My wife and I (this is the first Christmas I’ve been able to call her my “wife”) just finished decorating our apartment for Christmas. We put on holiday music and hung the garland and put out the cinnamon-scented candles and put together the little light-up ceramic village her sisters got me for Christmas two years ago. Later this week, we’ll get our tree from the high school down the road, tie it to the roof of my little car and drive very slowly back to our apartment complex, where we’ll try to get it inside and into the tree stand without having to saw off knobs and knots with my Leatherman.

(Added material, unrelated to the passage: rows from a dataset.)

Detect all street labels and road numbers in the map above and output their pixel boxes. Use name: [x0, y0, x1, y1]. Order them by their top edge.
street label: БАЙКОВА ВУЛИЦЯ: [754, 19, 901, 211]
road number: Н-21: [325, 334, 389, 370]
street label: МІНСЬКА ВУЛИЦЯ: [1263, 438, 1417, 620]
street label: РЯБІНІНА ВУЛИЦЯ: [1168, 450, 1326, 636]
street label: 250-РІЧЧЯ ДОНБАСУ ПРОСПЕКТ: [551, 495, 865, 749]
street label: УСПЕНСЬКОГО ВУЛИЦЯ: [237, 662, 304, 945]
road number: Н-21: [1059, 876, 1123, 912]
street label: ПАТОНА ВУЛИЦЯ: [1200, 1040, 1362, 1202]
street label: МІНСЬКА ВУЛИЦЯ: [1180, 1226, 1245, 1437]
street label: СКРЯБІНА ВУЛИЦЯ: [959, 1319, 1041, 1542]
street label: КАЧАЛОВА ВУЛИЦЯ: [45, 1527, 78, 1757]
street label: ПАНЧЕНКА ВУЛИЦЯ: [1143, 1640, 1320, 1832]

It’s only the third year we’ve been living together, the third year we’ve gone through the motions of making our apartment holiday-friendly, but already it feels like tradition.
I’m not sure how I feel about tradition. On one hand, it seems a too-easy answer to the question, “Why do we do things this way?” A way to answer an honest query by evading it. Traditiooooon. It’s the instinct to choose the way things have always been done over new ways because of a simple fear of change.

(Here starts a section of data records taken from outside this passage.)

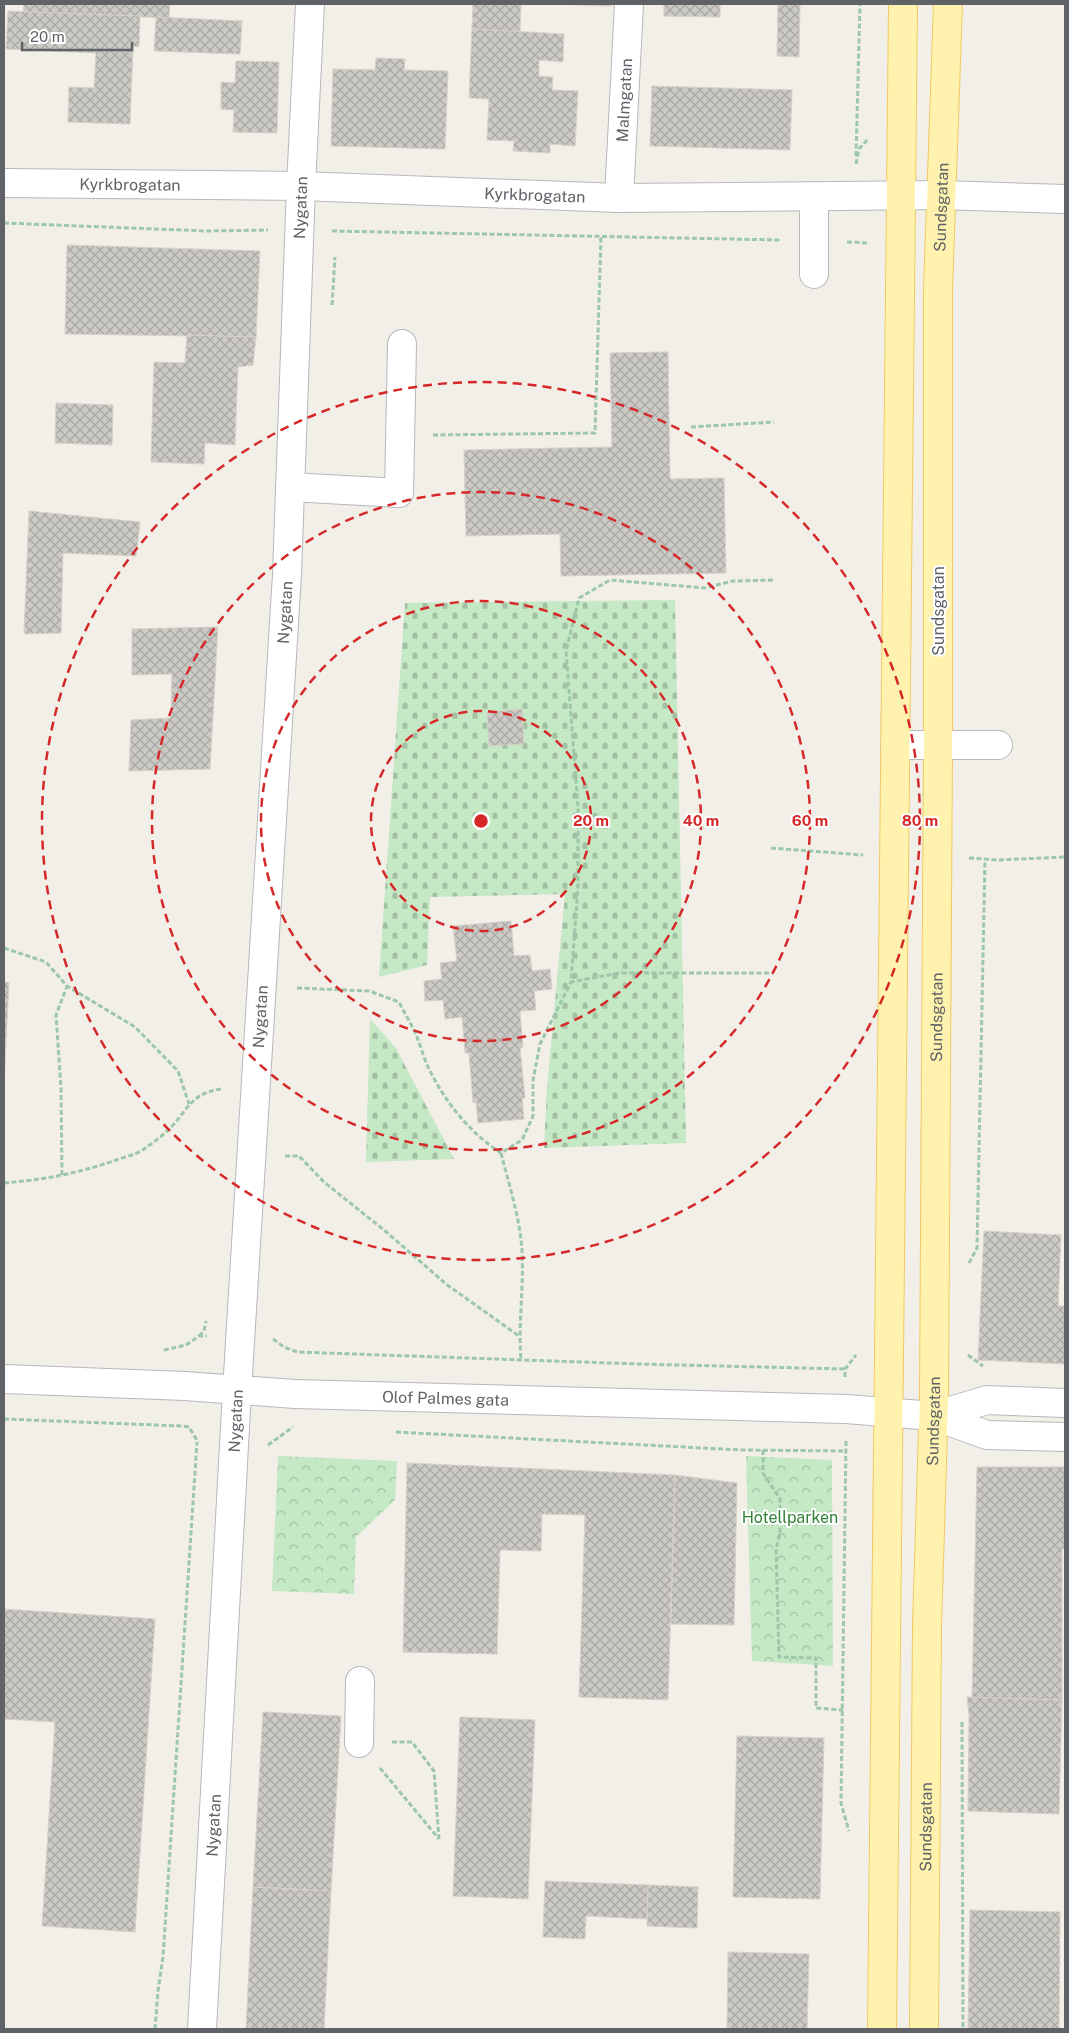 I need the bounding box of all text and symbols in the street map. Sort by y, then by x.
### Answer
scale bar [22,20,132,52]
text: 20 m [30,28,65,45]
street label: Malmgatan [612,58,636,143]
street label: Sundsgatan [930,162,952,252]
street label: Kyrkbrogatan [79,174,181,194]
street label: Nygatan [290,176,311,239]
street label: Kyrkbrogatan [484,183,586,206]
street label: Sundsgatan [929,566,948,656]
street label: Nygatan [273,580,296,644]
centre of rings [472,812,490,830]
text: 20 m [573,812,609,829]
text: 40 m [683,812,719,829]
text: 60 m [792,812,828,829]
text: 80 m [902,812,938,829]
street label: Sundsgatan [927,972,946,1062]
street label: Nygatan [249,985,271,1049]
street label: Sundsgatan [922,1376,944,1466]
street label: Olof Palmes gata [382,1387,509,1409]
street label: Nygatan [224,1389,247,1453]
park label: Hotellparken [742,1508,838,1527]
street label: Sundsgatan [916,1782,935,1872]
street label: Nygatan [202,1793,224,1857]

On the other hand, traditions provide a kind of safety and warmth and surety in a life that has precious little of the three. While this particular tradition doesn’t have the weight of one sanctioned by a church, to me it seems just as important, just as precious.
The week before Christmas will be our third annual Christmas party. Our apartment will be filled with our closest friends, and we’ll feed them and laugh with them and, if they’re of a mind, get them severely toasted.
And, as long as our friends are our friends and the cookies and cocktails stay stocked, the answer to the question “why do we do things this way” is pretty easy: I wouldn’t want it to change.